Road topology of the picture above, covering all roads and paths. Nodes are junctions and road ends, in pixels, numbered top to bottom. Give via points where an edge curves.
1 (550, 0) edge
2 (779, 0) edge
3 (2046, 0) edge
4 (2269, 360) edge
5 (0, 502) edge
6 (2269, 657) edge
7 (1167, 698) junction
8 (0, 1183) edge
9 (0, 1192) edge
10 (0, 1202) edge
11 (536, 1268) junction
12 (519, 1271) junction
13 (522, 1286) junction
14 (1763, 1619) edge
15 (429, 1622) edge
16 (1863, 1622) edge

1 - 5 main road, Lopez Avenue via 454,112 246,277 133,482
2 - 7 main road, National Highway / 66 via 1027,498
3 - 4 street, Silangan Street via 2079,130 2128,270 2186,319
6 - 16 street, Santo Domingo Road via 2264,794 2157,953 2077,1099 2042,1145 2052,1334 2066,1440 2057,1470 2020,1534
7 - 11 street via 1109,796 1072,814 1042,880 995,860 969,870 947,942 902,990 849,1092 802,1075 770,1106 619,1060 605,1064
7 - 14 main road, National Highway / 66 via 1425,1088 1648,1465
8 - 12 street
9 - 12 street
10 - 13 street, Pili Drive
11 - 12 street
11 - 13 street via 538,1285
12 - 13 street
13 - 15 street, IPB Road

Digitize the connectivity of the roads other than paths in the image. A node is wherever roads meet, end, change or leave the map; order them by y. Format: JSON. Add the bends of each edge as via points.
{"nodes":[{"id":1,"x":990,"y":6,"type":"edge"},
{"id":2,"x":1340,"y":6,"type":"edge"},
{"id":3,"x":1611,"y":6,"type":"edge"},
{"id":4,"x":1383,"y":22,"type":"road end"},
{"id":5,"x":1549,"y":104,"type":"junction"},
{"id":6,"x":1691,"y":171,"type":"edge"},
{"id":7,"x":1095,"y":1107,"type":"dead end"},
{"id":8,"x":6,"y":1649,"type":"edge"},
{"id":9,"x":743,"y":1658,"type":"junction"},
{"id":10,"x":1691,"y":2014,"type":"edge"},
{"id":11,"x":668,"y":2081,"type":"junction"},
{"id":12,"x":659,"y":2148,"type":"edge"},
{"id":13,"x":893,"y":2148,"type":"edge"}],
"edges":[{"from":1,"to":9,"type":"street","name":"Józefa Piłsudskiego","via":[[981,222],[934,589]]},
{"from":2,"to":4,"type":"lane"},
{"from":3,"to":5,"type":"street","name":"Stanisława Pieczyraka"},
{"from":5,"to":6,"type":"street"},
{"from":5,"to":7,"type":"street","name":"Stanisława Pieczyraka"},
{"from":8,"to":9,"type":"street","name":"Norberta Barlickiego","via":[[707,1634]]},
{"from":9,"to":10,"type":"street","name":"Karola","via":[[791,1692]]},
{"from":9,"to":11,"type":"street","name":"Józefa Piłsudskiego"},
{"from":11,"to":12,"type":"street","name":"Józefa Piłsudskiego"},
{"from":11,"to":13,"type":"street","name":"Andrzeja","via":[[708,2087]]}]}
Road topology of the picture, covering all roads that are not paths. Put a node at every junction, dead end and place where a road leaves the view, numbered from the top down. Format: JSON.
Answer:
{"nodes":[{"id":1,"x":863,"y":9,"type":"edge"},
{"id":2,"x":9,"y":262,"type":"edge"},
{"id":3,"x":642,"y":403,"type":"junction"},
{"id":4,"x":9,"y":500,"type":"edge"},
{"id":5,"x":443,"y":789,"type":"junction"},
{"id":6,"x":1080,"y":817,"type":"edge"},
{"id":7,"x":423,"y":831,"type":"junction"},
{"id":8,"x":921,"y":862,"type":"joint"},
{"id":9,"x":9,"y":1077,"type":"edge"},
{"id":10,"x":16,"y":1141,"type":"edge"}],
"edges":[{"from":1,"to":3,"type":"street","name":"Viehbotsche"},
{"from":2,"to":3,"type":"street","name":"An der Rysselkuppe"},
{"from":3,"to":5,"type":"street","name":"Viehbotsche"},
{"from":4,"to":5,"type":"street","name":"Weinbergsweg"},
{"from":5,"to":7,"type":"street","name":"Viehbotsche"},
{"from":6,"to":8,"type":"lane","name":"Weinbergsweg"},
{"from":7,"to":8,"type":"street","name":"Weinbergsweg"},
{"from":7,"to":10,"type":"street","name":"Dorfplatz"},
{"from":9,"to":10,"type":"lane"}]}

_AIM OF THE EXERCISE_:
Among the lines above, which hold the word "dead"? Report each one.

_SOLUTION TO THIS TASK_:
{"id":7,"x":1095,"y":1107,"type":"dead end"},
Road topology of the picture, covering all roads that are not paths. Put a node at every junction, dead end and place where a road leaves the view, numbered from the top down. Format: JSON.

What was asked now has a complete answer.